Parisian air slaps your thighs, the river Seine ripples down your chest hair as you pull yourself up out of the water—just for a moment–to beckon me in. But my head is covered by a mask, with only the slits for eyes that your kisses opened like slashes to my face earlier. You said, “Jump in” but I can’t see color. I can’t tell where the shore begins and where the water plunges me into the depths that you’re floating in. You said, “Grab me my clothes and underwear and let’s run through traffic–the city is fucking electric”. But I can’t make heads or tails between streetlights and headlights and I don’t think spilling blood from my blind, incapable heart all over the pavement is a way to make this date sexy. If the city is electric, don’t take this lightning rod for sorrow along, you’ll electrocute yourself and fall motionless on the riverbank like me. I said “Enjoy your rush to the daytime, I’m in perpetual night.”
He put on his boxers and he laid behind me, his breath like the hot energy of a thousand people rushing by in an instant as he let it linger on my neck. And he wrapped his legs and his arms around me and his limbs felt like taxis, placing me out of control, in motion. He said,
“My blood burns bright for you. You’re in your night, not the real night.

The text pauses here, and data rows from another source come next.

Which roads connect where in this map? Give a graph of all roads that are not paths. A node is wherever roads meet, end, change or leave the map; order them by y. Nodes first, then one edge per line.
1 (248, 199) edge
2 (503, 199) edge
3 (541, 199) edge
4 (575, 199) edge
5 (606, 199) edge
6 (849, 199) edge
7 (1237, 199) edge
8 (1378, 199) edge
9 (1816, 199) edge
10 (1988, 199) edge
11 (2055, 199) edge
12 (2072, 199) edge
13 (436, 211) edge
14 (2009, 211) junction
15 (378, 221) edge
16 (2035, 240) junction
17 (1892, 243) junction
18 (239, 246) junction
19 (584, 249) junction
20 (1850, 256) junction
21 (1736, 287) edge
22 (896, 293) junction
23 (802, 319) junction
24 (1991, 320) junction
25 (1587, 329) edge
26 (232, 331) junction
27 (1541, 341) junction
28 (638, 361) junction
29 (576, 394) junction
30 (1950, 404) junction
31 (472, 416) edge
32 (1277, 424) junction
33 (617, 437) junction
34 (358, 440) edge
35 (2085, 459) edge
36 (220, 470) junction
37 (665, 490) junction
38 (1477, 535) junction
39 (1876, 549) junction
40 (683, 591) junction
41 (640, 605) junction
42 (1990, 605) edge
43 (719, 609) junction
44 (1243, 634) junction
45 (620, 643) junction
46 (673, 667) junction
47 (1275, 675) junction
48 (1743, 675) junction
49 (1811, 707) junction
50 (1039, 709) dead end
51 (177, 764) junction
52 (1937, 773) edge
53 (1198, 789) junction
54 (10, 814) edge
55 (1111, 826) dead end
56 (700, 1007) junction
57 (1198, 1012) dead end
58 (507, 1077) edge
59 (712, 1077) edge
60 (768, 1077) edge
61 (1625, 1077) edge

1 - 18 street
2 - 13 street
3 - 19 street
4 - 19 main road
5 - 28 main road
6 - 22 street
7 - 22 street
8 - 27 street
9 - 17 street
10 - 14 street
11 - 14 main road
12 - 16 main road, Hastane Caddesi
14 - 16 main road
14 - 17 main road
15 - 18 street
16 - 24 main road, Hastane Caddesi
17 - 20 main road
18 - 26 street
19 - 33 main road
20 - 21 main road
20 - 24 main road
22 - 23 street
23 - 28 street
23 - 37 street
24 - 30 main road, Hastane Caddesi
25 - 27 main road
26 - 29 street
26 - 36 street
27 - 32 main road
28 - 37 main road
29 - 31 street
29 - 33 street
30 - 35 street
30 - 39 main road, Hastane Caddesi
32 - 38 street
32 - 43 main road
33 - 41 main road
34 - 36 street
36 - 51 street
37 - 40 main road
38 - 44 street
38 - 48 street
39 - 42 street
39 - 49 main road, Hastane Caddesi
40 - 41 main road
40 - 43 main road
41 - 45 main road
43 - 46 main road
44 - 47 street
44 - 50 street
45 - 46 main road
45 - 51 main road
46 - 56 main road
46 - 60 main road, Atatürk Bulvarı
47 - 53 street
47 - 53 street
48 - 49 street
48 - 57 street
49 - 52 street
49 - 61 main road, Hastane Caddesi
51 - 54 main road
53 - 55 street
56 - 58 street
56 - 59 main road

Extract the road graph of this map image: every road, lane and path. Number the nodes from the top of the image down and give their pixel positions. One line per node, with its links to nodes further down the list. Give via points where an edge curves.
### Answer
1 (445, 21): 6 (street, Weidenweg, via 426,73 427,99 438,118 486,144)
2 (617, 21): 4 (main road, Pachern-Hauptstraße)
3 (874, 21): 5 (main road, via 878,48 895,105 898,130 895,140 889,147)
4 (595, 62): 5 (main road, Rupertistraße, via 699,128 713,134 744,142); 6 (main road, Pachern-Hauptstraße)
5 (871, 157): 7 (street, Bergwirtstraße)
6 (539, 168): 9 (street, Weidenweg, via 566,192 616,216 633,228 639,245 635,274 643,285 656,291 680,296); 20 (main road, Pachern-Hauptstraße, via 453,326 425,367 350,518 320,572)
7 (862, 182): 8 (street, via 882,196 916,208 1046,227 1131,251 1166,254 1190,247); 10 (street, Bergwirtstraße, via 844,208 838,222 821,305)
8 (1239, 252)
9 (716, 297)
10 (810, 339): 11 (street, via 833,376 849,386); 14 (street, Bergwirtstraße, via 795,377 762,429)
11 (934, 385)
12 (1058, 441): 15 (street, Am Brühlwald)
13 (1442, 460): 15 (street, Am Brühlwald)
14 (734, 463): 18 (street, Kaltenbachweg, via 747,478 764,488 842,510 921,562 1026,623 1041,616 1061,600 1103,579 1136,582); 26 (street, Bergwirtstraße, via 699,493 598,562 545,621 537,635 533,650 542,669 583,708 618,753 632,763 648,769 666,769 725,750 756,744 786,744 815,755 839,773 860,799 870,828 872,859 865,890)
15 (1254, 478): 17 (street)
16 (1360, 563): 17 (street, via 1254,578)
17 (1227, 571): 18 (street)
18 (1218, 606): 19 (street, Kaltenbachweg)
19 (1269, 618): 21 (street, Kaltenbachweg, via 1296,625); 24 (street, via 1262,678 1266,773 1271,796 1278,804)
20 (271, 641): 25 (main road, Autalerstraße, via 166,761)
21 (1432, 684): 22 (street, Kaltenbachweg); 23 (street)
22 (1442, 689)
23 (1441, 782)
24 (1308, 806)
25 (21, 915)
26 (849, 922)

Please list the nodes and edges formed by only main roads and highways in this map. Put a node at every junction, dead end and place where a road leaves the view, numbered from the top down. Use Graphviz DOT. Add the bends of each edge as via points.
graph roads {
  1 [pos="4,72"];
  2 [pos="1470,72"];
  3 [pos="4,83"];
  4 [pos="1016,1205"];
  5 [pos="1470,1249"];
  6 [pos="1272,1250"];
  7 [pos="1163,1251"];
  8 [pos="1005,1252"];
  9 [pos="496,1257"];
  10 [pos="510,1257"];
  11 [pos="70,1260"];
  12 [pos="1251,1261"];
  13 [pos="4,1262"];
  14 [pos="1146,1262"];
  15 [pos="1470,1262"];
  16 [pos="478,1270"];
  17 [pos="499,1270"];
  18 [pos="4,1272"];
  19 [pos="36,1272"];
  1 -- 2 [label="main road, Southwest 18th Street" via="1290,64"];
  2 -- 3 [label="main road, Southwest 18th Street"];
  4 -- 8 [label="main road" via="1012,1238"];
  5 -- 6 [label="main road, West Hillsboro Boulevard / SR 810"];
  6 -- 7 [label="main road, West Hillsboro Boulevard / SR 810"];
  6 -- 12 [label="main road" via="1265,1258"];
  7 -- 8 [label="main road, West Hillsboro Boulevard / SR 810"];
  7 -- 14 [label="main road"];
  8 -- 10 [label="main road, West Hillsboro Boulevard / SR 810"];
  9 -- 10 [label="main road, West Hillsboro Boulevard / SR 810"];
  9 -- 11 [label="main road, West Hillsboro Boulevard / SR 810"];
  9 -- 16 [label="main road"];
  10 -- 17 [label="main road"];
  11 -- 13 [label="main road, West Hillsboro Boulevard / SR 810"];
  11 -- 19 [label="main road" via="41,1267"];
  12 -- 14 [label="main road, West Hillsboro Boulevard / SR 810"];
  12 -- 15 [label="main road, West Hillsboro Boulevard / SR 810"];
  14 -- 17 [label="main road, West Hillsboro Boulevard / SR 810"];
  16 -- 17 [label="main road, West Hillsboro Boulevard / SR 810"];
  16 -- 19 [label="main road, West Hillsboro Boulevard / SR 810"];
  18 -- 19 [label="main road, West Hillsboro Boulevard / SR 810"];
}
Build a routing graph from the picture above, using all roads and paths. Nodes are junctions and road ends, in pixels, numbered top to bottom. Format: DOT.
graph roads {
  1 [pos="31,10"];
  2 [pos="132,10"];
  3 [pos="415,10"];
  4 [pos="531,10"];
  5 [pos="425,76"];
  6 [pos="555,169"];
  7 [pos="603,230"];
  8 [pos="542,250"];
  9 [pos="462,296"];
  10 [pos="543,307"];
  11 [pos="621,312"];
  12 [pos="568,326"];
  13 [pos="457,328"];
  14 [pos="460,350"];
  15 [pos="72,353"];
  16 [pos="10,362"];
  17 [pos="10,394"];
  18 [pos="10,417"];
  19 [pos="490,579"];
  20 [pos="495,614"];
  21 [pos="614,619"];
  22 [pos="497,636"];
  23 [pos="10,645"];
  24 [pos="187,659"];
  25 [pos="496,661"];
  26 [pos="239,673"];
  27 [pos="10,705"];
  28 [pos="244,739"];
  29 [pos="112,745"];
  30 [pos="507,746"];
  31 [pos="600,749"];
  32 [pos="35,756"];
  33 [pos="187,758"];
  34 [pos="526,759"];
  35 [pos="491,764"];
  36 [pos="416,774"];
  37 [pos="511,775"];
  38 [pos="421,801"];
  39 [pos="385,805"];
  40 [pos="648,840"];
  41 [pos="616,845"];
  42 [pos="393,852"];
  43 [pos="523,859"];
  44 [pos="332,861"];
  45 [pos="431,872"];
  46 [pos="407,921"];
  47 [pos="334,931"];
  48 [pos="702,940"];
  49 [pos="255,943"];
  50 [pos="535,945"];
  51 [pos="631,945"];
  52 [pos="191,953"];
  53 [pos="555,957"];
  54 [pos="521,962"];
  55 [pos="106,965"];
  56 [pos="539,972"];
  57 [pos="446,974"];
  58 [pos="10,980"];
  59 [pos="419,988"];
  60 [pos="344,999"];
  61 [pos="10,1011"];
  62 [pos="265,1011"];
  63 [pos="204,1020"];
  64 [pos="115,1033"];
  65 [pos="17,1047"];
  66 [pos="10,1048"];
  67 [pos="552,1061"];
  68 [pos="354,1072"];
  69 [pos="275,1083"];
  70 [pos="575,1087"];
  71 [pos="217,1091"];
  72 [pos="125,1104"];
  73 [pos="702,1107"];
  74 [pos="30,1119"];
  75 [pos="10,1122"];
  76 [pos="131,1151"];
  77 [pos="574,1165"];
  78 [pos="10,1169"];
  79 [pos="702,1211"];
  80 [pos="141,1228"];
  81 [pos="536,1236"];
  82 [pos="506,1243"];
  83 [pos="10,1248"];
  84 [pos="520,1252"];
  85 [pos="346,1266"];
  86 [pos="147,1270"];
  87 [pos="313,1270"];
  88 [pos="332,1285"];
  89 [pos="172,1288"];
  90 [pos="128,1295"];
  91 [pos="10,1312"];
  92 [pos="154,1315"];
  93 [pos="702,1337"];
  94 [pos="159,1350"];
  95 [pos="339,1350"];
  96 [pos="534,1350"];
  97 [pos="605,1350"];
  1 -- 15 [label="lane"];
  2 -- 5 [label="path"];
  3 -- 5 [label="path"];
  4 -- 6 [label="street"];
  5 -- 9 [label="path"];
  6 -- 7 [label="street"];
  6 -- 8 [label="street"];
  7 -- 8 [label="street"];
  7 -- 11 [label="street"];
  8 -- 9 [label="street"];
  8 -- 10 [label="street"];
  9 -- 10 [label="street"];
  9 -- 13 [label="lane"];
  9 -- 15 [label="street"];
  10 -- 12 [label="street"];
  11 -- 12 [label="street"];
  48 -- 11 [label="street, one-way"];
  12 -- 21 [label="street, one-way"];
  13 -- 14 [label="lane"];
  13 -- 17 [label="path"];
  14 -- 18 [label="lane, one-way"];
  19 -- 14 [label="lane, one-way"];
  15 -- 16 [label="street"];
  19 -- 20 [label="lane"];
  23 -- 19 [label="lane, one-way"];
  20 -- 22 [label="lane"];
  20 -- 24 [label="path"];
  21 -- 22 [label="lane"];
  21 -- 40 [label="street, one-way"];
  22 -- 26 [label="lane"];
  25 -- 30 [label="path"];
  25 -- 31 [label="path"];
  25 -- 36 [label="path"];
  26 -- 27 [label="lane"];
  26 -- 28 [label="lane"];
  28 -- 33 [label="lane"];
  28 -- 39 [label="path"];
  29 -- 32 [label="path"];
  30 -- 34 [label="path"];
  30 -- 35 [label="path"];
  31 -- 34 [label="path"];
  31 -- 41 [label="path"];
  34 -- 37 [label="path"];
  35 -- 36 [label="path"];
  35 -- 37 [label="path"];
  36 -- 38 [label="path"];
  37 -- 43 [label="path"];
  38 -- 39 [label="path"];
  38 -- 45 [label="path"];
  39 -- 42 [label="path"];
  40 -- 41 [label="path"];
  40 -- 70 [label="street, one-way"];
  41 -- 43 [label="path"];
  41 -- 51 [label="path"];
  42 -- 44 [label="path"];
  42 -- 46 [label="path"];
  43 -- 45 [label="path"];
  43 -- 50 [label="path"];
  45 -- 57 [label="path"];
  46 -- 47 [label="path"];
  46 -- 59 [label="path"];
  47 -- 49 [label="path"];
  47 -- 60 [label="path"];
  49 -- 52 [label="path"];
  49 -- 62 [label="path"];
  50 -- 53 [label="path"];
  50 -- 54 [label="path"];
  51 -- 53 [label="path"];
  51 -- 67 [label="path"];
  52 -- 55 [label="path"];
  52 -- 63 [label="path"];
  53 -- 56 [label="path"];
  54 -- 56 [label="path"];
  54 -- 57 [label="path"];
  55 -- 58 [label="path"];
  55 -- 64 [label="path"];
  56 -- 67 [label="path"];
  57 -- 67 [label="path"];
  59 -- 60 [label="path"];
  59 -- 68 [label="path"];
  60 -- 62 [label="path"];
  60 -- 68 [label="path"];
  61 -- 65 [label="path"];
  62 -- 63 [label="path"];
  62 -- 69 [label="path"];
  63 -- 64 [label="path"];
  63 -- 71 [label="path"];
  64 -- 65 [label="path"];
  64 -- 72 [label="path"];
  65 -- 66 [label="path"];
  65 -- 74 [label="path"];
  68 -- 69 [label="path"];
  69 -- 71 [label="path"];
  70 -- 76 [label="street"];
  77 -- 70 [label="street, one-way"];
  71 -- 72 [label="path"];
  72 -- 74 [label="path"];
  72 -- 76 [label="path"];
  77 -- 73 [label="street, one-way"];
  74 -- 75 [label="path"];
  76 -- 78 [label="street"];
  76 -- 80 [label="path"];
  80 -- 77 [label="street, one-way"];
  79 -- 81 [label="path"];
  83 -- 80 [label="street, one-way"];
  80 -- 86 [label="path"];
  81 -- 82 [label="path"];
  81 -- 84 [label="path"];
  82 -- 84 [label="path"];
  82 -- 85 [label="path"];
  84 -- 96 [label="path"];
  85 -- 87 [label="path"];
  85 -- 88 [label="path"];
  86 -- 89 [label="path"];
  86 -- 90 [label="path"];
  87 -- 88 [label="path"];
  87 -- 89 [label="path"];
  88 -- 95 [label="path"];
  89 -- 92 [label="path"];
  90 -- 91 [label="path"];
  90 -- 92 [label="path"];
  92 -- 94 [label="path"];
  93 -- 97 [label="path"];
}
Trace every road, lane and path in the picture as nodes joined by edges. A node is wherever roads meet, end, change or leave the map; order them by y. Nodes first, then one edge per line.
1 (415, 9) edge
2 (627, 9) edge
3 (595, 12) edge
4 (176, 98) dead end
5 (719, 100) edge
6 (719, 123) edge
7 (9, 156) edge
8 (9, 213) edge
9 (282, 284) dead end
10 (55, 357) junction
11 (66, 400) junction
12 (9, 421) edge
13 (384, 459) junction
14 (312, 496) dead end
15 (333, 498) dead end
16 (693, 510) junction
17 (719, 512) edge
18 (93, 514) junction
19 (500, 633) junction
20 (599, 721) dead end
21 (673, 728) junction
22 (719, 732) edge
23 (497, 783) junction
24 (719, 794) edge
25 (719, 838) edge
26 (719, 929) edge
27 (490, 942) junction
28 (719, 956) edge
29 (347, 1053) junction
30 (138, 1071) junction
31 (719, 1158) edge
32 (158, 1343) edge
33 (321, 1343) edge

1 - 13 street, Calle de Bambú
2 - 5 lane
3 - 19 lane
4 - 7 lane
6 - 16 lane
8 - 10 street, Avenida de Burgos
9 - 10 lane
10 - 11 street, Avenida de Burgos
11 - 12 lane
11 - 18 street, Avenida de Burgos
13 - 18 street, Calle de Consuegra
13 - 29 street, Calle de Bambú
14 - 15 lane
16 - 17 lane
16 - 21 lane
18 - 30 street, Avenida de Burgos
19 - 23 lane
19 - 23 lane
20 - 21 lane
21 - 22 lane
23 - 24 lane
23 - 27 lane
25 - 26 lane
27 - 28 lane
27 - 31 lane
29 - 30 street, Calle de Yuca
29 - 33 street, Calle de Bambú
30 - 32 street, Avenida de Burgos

Join me.”
And suddenly, I feel sidewalks under my feet and I can see the lights from cafes illuminating the line between their door and the wake of your footsteps I follow avidly after. I walked over an open grate and blew away like a billowy, bust of a person at the burst of air. But you grabbed me, swallowed all that air and breathed it into my lungs with a kiss. My mask, it sheds: these feelings, they rescue me from midnight mode. My hand grazes yours and we run down rues,
as the lights of the night combust my heart in one gigantic bang, swallowing all of their energy into it. I can see color. Intersections dazzle with a sweltering brightness as they misdirect all sorts of signals my way.
Caution. Stop. Fucking Go Already.
But trust is yours, as I let your scent lead me. It’s a scent synonymous with the typhoon of tantalizing tastes of the streets that tingle my tongue in all the moments our mouths meet in back alleys you have me pressed against. Each step feels like a thrust into the future–to thrusts in our bed; but I just want to remember these first moments, of what it felt like to be free again.